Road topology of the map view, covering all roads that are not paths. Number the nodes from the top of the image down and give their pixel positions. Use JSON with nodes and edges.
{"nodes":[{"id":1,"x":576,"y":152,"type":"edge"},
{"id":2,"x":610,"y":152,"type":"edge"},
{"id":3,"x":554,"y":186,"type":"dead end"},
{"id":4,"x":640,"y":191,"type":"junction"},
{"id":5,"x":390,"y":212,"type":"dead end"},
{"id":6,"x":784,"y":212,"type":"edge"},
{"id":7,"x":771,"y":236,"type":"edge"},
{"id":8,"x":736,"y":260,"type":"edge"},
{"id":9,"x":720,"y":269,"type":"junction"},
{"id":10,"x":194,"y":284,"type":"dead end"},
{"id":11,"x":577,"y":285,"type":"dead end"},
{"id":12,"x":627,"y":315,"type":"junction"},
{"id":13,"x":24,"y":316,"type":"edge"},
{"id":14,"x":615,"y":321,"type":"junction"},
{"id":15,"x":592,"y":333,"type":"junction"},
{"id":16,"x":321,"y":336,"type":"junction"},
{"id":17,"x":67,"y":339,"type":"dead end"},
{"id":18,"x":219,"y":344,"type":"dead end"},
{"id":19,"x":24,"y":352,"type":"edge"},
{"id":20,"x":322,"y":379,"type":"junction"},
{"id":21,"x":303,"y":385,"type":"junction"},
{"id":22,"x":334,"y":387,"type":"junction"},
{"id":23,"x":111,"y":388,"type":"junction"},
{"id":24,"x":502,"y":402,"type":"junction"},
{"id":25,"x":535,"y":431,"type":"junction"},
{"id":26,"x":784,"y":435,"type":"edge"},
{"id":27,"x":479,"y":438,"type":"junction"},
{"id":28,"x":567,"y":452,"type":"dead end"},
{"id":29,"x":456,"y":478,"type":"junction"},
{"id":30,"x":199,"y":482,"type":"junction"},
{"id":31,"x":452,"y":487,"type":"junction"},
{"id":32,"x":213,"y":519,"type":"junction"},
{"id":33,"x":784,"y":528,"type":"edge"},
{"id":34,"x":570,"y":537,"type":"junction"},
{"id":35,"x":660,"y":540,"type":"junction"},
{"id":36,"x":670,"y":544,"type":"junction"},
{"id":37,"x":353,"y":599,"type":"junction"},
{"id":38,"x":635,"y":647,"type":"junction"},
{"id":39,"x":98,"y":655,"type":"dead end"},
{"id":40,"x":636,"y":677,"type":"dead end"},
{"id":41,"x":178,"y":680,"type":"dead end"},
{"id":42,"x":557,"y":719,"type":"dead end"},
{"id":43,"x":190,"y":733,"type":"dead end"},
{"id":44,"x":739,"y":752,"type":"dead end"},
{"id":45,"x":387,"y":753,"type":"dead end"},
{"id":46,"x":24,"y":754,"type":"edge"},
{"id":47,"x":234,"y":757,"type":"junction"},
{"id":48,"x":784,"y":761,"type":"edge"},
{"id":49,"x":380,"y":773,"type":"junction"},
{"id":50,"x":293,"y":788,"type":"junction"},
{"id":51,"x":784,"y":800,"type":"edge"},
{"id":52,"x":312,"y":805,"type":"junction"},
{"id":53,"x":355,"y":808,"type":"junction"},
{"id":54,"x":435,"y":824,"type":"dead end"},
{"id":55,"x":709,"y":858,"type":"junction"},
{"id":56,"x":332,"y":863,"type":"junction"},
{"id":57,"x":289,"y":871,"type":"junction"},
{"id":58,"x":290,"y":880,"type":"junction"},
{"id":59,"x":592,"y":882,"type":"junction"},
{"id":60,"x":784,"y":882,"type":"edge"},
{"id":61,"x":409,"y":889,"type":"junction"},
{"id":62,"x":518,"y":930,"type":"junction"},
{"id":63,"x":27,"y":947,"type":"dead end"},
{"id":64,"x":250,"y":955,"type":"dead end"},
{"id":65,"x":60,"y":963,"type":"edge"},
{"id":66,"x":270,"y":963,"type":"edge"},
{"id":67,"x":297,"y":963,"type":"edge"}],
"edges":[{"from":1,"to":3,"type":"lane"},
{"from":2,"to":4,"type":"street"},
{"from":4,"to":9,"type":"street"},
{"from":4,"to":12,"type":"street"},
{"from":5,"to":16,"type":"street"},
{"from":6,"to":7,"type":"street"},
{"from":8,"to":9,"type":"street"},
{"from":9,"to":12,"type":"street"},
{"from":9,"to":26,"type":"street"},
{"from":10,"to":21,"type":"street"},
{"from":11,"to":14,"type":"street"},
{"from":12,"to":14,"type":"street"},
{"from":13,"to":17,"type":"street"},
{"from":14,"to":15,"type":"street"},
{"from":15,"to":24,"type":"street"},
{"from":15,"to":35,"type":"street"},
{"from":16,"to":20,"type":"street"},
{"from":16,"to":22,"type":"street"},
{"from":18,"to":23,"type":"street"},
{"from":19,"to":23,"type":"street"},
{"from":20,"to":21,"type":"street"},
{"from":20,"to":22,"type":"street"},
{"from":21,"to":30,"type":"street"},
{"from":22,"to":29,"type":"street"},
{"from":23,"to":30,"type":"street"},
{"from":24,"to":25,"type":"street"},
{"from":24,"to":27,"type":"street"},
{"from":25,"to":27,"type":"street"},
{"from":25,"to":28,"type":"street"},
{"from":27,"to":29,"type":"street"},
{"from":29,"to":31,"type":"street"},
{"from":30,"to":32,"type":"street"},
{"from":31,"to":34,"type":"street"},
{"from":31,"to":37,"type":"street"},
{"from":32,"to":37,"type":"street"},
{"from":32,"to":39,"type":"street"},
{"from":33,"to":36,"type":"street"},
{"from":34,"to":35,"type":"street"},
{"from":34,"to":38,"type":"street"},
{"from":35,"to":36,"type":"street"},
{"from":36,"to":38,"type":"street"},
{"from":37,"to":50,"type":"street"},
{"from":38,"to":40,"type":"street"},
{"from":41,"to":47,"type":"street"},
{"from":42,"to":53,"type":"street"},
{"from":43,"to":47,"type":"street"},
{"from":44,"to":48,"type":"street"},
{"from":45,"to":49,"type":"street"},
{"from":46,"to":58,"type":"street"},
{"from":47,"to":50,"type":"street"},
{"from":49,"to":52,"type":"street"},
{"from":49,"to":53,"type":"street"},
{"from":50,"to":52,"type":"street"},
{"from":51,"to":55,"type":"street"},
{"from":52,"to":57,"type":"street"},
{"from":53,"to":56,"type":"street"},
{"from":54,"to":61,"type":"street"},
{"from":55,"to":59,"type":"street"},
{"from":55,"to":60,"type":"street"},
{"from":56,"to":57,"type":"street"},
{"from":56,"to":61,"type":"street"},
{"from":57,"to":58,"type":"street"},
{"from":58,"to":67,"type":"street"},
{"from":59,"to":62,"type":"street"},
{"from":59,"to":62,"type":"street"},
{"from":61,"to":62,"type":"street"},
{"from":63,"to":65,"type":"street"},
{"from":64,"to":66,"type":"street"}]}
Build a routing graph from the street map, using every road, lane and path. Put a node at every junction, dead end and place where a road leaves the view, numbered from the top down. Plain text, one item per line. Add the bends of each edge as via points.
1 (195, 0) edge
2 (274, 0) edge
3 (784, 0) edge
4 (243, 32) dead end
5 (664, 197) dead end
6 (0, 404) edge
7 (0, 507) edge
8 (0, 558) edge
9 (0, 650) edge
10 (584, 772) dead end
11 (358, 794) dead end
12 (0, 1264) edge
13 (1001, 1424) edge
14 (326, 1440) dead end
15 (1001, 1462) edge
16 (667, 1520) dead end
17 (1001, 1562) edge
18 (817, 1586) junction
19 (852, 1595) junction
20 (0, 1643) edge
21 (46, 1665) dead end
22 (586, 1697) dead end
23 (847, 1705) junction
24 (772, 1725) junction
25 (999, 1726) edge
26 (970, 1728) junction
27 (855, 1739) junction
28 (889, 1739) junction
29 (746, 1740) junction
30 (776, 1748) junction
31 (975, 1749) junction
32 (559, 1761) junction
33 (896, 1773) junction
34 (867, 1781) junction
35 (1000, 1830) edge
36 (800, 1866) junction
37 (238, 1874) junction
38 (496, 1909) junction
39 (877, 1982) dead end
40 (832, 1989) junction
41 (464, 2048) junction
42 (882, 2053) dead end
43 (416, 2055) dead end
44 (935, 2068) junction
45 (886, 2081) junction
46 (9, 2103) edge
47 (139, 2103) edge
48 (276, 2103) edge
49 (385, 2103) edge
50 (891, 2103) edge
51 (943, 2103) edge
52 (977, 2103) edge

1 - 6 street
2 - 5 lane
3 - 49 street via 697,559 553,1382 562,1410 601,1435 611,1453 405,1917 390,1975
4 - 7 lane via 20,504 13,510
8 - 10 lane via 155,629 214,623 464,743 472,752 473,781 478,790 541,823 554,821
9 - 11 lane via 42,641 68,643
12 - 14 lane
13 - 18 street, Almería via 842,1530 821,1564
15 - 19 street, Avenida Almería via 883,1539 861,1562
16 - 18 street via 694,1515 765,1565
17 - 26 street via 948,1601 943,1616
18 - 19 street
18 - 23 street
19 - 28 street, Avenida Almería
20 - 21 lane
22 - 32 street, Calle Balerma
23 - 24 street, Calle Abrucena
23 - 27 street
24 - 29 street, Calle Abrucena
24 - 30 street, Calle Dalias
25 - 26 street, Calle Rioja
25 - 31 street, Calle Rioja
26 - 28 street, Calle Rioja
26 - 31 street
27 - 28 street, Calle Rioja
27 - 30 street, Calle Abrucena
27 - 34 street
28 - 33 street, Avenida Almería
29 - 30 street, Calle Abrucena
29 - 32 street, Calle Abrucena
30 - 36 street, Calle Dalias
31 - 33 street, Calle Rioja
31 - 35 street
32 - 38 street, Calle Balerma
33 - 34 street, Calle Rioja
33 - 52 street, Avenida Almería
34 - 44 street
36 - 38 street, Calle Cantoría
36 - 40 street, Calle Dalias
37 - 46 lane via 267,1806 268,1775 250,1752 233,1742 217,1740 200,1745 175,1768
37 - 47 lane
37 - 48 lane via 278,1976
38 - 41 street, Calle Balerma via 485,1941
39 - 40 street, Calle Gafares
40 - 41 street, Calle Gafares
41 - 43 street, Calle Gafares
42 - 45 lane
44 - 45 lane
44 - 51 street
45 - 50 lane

DESCRIPTION OF THE TASK: Go through the material above, and wherever a line contains the string "Rioja", return it.

RESPONSE AREA:
25 - 26 street, Calle Rioja
25 - 31 street, Calle Rioja
26 - 28 street, Calle Rioja
27 - 28 street, Calle Rioja
31 - 33 street, Calle Rioja
33 - 34 street, Calle Rioja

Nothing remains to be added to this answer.